今井)3回目となる今回、初めてゲストをお招きしました! 今回はカンボジアで遺跡を案内する旅行会社、ナプラワークスを運営されている吉川舞さんです。現地カンボジアからご登場いただきます。

吉川)よろしくお願いします!

今井)最初はまず、吉川さんのいらっしゃるカンボジアの目の前の世界についてお伺いします。吉川さんは遺跡を案内する時に、「遺跡生態系」という言葉でこれまでご説明されています。カンボジアの方々とどんな関わりを持ちたくてこの言葉に行きついたんでしょうか。
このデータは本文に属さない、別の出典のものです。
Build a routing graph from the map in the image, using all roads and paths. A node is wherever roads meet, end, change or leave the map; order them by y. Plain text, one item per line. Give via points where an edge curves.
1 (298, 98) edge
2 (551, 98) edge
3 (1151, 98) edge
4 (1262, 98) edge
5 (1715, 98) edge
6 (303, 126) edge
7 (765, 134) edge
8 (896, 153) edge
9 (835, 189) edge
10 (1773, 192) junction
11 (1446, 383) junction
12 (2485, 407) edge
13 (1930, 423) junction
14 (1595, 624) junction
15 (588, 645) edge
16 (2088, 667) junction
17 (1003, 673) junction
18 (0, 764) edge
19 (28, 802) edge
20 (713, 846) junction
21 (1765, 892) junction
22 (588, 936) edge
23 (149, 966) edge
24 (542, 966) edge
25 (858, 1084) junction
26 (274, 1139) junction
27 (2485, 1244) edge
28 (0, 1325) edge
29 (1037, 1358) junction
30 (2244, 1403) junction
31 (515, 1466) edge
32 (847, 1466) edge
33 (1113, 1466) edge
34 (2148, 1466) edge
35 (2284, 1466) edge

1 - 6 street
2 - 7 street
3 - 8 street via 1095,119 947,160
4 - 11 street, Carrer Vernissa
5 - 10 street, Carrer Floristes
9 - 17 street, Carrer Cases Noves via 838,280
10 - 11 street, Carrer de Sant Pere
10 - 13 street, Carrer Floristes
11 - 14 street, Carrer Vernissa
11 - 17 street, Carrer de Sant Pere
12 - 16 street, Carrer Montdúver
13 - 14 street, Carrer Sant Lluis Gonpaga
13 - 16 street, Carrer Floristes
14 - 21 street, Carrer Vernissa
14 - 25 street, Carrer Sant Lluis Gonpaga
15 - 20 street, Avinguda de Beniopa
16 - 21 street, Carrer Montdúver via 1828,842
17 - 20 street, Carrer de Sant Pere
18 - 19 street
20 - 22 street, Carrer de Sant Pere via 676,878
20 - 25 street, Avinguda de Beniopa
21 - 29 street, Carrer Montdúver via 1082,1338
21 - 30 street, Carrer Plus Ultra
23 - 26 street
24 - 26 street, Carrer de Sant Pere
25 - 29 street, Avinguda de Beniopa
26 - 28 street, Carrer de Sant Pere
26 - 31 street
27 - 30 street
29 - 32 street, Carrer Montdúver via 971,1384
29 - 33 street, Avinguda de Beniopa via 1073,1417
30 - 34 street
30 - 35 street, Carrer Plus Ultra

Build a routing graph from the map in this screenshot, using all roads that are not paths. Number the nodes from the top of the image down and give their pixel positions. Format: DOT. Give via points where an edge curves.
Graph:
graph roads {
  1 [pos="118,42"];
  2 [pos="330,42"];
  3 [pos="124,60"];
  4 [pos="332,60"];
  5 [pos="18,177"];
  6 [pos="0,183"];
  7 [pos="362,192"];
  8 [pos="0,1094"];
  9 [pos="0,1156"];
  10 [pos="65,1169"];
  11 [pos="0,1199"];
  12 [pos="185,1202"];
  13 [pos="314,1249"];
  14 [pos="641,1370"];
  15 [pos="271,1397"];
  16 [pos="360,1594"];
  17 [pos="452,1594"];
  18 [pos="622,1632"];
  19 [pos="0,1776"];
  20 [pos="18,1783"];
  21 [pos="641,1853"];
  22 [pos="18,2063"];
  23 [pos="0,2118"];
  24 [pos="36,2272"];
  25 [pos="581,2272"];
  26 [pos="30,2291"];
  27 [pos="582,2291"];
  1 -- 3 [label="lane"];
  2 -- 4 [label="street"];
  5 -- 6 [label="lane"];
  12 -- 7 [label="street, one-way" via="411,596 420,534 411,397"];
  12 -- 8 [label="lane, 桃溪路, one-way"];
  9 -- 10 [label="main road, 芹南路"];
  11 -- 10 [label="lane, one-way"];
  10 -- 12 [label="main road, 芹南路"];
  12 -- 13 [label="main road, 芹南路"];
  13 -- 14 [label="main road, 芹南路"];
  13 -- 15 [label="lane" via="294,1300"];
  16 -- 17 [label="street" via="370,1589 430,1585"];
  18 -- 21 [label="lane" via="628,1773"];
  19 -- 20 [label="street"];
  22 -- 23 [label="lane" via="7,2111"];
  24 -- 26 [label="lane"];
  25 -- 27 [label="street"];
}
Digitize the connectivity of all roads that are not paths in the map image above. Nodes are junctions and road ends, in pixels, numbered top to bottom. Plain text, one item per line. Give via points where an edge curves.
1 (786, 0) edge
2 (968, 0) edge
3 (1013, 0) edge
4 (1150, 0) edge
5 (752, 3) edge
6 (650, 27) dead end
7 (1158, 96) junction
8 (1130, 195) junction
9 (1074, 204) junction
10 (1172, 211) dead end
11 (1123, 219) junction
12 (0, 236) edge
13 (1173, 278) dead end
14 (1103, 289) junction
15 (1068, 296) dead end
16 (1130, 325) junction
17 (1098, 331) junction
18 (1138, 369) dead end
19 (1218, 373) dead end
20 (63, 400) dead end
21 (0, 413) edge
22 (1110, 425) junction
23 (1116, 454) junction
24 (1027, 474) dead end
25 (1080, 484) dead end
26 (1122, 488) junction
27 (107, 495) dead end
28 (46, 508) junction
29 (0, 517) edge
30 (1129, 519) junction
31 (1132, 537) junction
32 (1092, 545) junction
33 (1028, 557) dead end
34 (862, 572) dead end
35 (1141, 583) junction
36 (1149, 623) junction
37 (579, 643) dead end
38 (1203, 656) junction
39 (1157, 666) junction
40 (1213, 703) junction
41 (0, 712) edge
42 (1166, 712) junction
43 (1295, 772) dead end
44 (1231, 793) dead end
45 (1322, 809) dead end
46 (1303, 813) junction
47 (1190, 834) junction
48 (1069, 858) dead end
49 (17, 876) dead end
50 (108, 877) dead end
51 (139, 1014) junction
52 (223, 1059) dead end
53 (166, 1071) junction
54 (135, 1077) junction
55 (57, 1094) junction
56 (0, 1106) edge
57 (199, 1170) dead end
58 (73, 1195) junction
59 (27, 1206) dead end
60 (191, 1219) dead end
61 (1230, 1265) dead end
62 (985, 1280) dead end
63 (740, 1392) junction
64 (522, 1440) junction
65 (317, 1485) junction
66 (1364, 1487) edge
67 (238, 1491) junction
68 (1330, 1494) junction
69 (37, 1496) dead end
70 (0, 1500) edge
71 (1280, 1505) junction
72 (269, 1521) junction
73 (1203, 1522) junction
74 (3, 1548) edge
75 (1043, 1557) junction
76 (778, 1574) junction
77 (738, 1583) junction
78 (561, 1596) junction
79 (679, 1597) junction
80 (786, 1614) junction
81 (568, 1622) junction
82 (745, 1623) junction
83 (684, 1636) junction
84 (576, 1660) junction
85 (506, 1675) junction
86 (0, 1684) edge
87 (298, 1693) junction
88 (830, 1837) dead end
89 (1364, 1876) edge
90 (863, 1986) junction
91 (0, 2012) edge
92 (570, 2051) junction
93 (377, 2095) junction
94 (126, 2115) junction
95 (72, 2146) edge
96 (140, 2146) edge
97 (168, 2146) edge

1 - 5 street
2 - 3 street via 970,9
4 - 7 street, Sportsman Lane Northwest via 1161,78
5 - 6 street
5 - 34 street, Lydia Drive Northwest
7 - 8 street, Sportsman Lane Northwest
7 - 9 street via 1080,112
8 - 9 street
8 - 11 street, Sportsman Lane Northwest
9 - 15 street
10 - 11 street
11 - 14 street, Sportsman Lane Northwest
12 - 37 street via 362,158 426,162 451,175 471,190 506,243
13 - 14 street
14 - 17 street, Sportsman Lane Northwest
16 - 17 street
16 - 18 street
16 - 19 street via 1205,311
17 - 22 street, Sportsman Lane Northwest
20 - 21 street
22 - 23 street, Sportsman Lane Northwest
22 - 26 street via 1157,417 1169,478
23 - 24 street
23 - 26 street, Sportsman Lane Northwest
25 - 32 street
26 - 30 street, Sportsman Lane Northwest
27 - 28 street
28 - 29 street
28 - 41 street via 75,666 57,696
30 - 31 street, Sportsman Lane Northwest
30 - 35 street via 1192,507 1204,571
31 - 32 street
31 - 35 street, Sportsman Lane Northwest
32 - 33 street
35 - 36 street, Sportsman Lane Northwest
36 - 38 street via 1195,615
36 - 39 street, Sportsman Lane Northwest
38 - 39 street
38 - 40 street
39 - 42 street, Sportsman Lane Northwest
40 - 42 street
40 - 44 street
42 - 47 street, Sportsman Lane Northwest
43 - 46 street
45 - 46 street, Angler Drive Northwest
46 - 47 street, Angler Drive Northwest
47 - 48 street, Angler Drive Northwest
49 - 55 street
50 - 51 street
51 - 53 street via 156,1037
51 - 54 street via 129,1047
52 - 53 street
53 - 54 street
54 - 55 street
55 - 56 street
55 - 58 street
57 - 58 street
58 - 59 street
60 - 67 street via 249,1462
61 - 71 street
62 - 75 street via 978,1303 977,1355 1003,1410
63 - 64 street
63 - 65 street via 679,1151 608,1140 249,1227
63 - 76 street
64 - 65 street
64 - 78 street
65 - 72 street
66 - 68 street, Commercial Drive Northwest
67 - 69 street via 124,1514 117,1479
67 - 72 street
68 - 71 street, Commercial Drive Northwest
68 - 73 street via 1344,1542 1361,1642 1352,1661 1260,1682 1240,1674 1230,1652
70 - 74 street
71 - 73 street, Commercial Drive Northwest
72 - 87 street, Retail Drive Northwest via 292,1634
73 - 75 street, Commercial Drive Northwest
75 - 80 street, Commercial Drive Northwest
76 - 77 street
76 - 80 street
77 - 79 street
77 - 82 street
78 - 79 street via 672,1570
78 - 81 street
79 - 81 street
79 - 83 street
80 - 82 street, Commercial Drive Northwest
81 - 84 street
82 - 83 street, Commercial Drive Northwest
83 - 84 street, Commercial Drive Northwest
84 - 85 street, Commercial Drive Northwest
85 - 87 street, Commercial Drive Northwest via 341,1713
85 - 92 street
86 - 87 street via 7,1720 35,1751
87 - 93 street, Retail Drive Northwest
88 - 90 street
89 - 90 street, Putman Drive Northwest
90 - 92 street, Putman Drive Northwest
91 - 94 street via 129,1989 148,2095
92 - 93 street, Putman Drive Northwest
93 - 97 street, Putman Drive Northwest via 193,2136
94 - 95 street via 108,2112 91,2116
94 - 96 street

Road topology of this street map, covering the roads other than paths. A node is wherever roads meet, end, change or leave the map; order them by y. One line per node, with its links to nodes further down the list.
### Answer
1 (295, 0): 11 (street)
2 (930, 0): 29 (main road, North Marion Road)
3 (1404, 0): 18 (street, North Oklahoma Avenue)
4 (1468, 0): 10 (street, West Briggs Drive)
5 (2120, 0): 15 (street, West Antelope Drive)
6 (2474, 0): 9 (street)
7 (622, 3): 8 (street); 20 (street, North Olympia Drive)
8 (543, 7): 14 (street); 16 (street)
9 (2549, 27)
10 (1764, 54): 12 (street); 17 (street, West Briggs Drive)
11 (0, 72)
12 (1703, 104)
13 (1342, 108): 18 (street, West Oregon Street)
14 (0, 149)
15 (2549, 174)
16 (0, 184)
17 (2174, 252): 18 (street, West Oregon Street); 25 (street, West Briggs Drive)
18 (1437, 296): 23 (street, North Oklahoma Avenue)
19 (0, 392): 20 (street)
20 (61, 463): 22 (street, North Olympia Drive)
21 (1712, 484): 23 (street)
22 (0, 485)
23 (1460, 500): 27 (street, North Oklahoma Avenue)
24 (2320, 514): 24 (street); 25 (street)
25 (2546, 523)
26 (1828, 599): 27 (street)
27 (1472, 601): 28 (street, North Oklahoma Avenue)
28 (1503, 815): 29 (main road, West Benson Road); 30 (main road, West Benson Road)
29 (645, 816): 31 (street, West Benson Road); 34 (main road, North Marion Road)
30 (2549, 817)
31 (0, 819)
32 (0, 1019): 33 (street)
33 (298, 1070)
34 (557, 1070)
吉川) そうですね。すごく小さいころから遺跡が大好きだったんですよ。なんで?とか、そういう問いが生まれないくらい自然に、古代から受け継がれてきたものとか、古い文化とかが好きなんですよ。なので「遺跡を案内する」と便宜上言ってるんですけど、遺跡とかカンボジアの地域とかと出会ってもらう機会に「伴走する」というのが私の仕事の本質だなーって、最近思っています。遺跡ってなんとなく小難しかったり、古臭かったり、よくわからないみたいに捉えられがちですが、私はすごく好きで、大ファンなので、その大好きなものをもっと多くの方に接点を持ってもらえたら嬉しいなと思っています。
 今まで12年ぐらいカンボジアに住みながら「大好きです、大好きです」って言い続けているんですけど、ある時「遺跡生態系」っていう言葉がすっと出てきたんです。もともと私は遺跡の専門的な勉強してきたわけではなく、宮本常一さんとか柳田国男さんとかの民俗学がすごく好きで、人がどう暮らしてきたのかとか、かつてどんな世界が今の世界の前にあったのかみたいなことに興味があって、そういう目線で村に入ったり、遺跡をうろうろしたりしてるうちに、「遺跡って、今を生きてるんじゃないかな」と思い始めて・・・

村上)吉川さんから話を聞いてると、普通だったら遺跡っていうと「物」みたいなイメージがあるけど、伴走って言ってるし、ファンですって言ってるし、「誰々さん」みたいな「人」の話をしているようですね。

吉川)そうなんですよ。例えば、あるアイドルのものすごいファンの人とか、ある球団のものすごいファンの人とかと、主語を変えるだけで、すごく分かり合える気がするんです。その部分がお笑い芸人さんだったり、アイドルさんだったり、皆さんそれぞれあると思うんですけど、それがたまたま私は「遺跡さん」だったんです。

村上)「遺跡さん」って、例えばヨーロッパにもたくさんいますけど、カンボジアの遺跡さんはどこが魅力的なんですか?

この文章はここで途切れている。